As Nationals senator Barry O’Sullivan refines his private bill for a parliamentary commission of inquiry – with similar powers to a royal commission – senior Liberal Christopher Pyne issued a dire warning to his coalition partners.
“Disunity is death,” he told reporters in Canberra on Tuesday.
Senator O’Sullivan’s bill is likely to win majority support in both the upper and lower houses, in defiance of the government’s position.
And any inquiry appears to have the overwhelming support of voters, with an Essential Research poll showing 12 per cent of voters oppose a royal commission.
Cabinet minister George Brandis, who leads the coalition in the Senate, dismissed reports Senator O’Sullivan is willing to let the government take control of the process to implement a commission of inquiry.
It was not the best mechanism to deal with the problem, he said.
Prime Minister Malcolm Turnbull agreed, saying if he had established a royal commission two years ago, it would have delayed all the bank reforms his government has since put in place.
“It is the difference between getting on with the job, taking action now and delivering results now,” Mr Turnbull told reporters in Sydney.

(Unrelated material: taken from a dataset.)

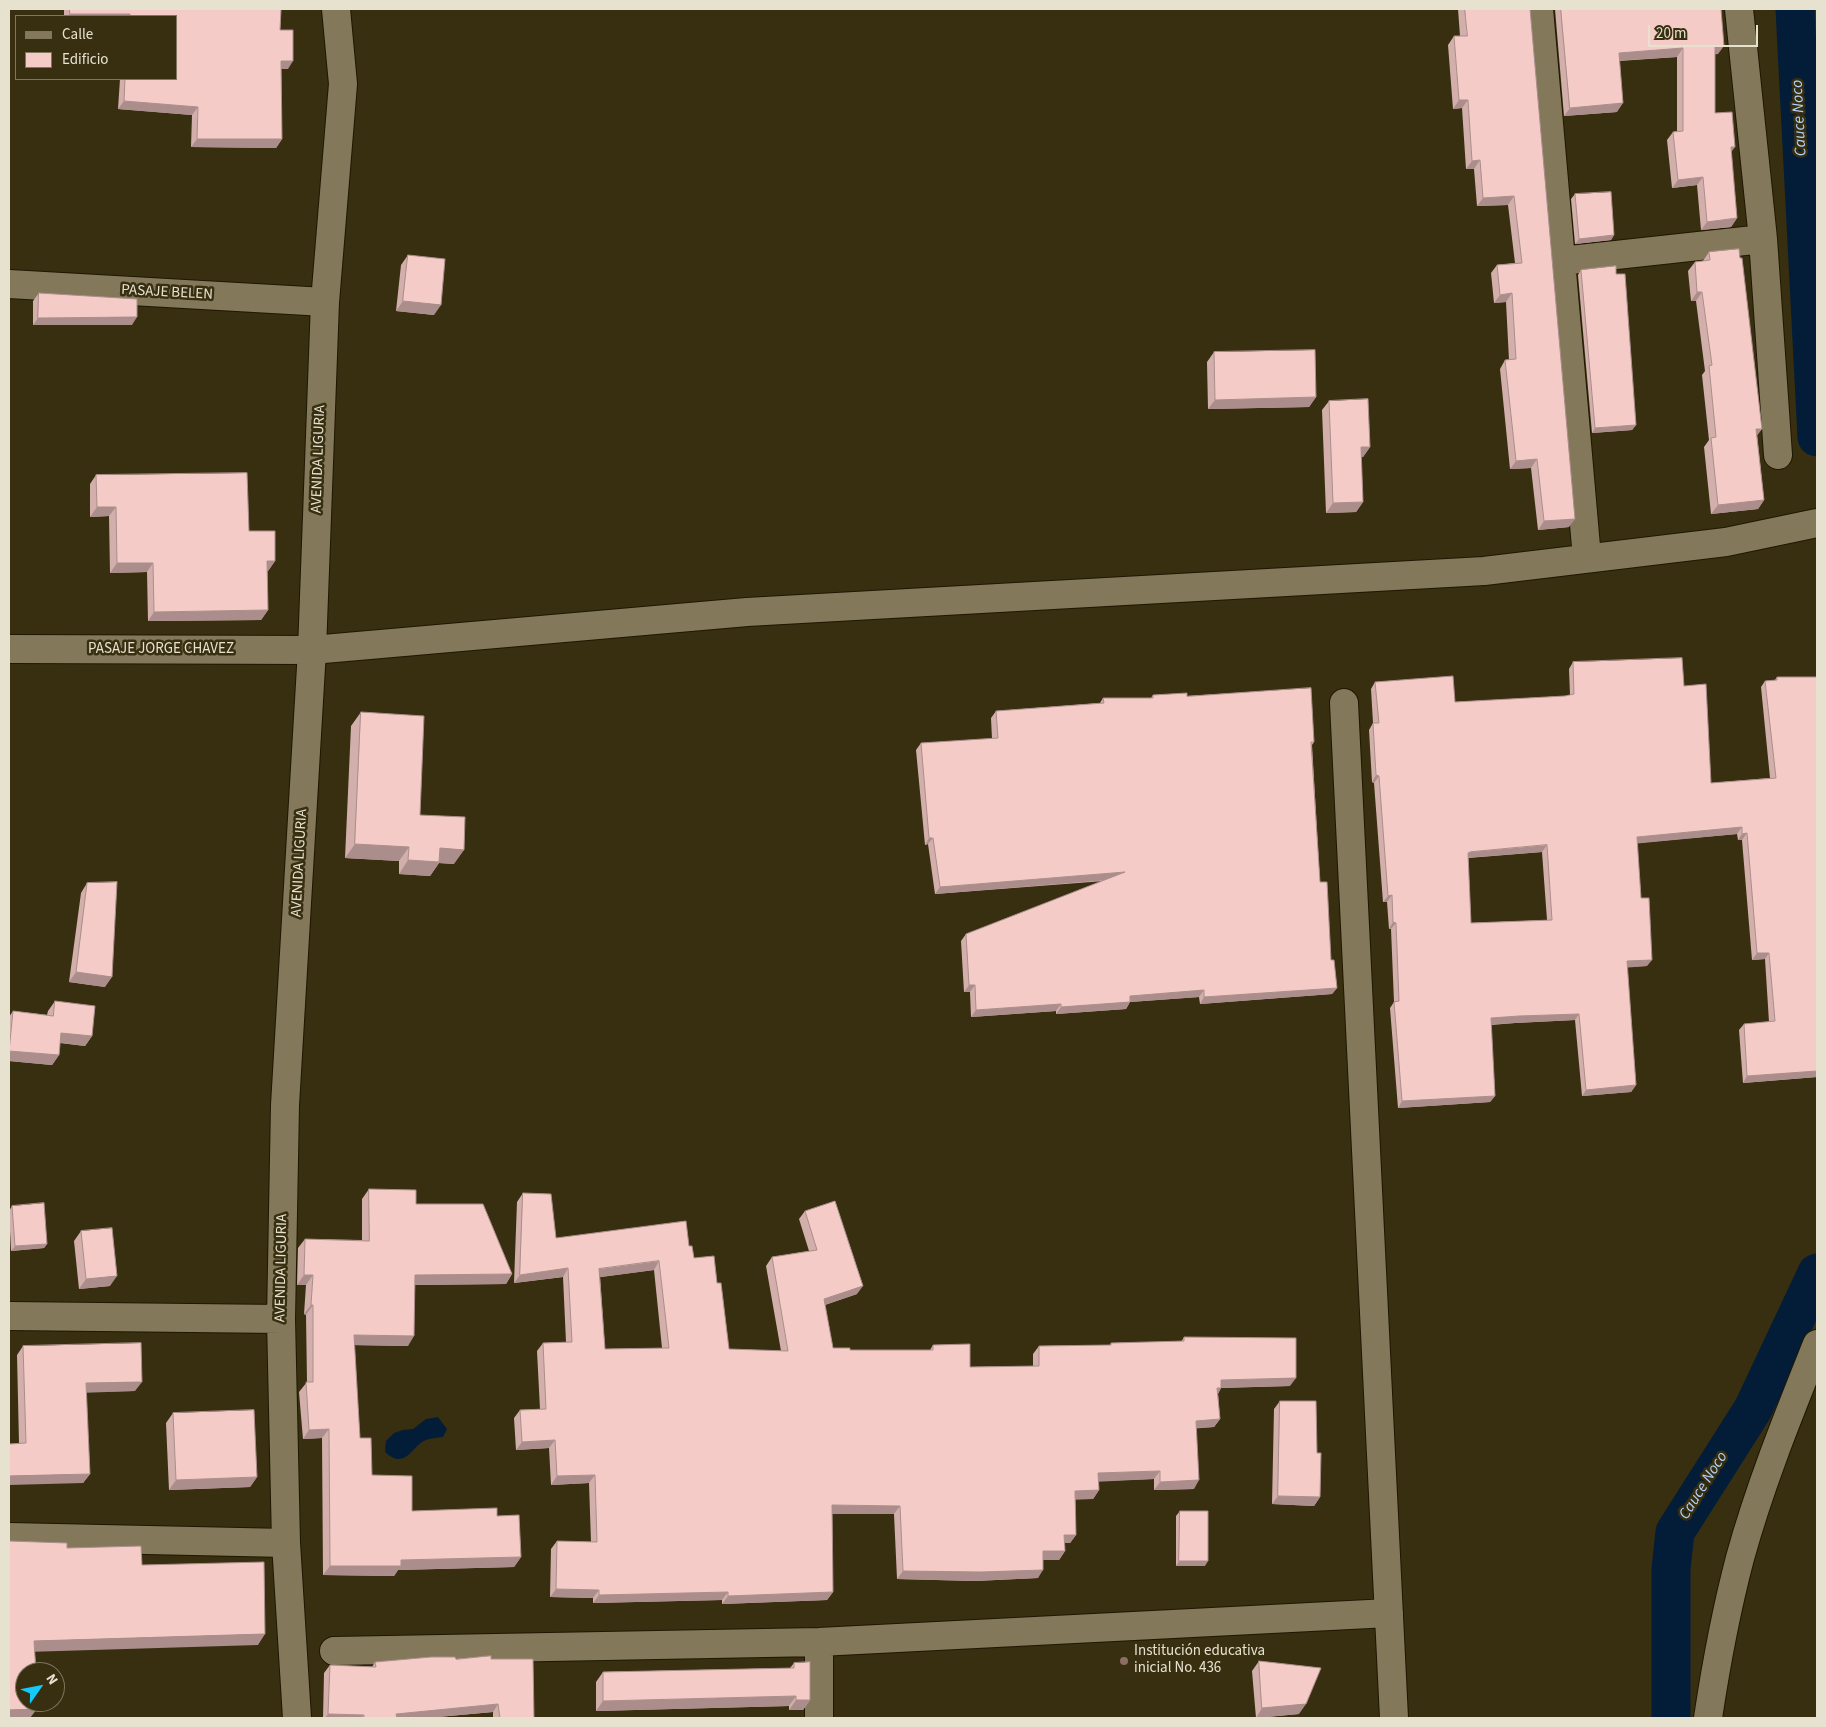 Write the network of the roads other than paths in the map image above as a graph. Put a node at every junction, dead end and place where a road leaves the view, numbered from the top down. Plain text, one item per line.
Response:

Opposition Leader Bill Shorten – on the hustings in the Bennelong by-election – said the government was running around like a “bunch of headless chooks” on the issue.
He guaranteed a Labor government would hold a royal commission if an inquiry wasn’t established now.
However, Greens leader Richard Di Natale is concerned the terms of reference in Senator O’Sullivan’s bill are too narrow and is negotiating with him on changes.
The Nationals will discuss the issue in their party room next Monday – their first gathering since the disappointing Liberal-National Party showing in the Queensland state election – and ahead of a joint meeting with Liberal colleagues on Tuesday.
Nationals leader-in-exile Barnaby Joyce, who is fighting a by-election in New England – says it was the right of the party room to bring up these issues.
But senior Nationals minister Darren Chester is yet to be convinced spending $150 million on an inquiry would achieve anything.
“That $150 million could be building better, safer rounds in regional communities … rather than filling the pockets of lawyers in Sydney and Melbourne,” he told Sky News.
If Senator O’Sullivan pushes ahead with his bill before the meeting, debate won’t start until the Senate votes on laws to enable same-sex marriage, expected late on Wednesday or Thursday.
In the lower house, Nationals MP George Christensen is a confirmed supporter, launching an online petition and website to build public backing.
He will be joined by fellow Queenslander Llew O’Brien, so long as the inquiry investigates discrimination against people with mental health issues.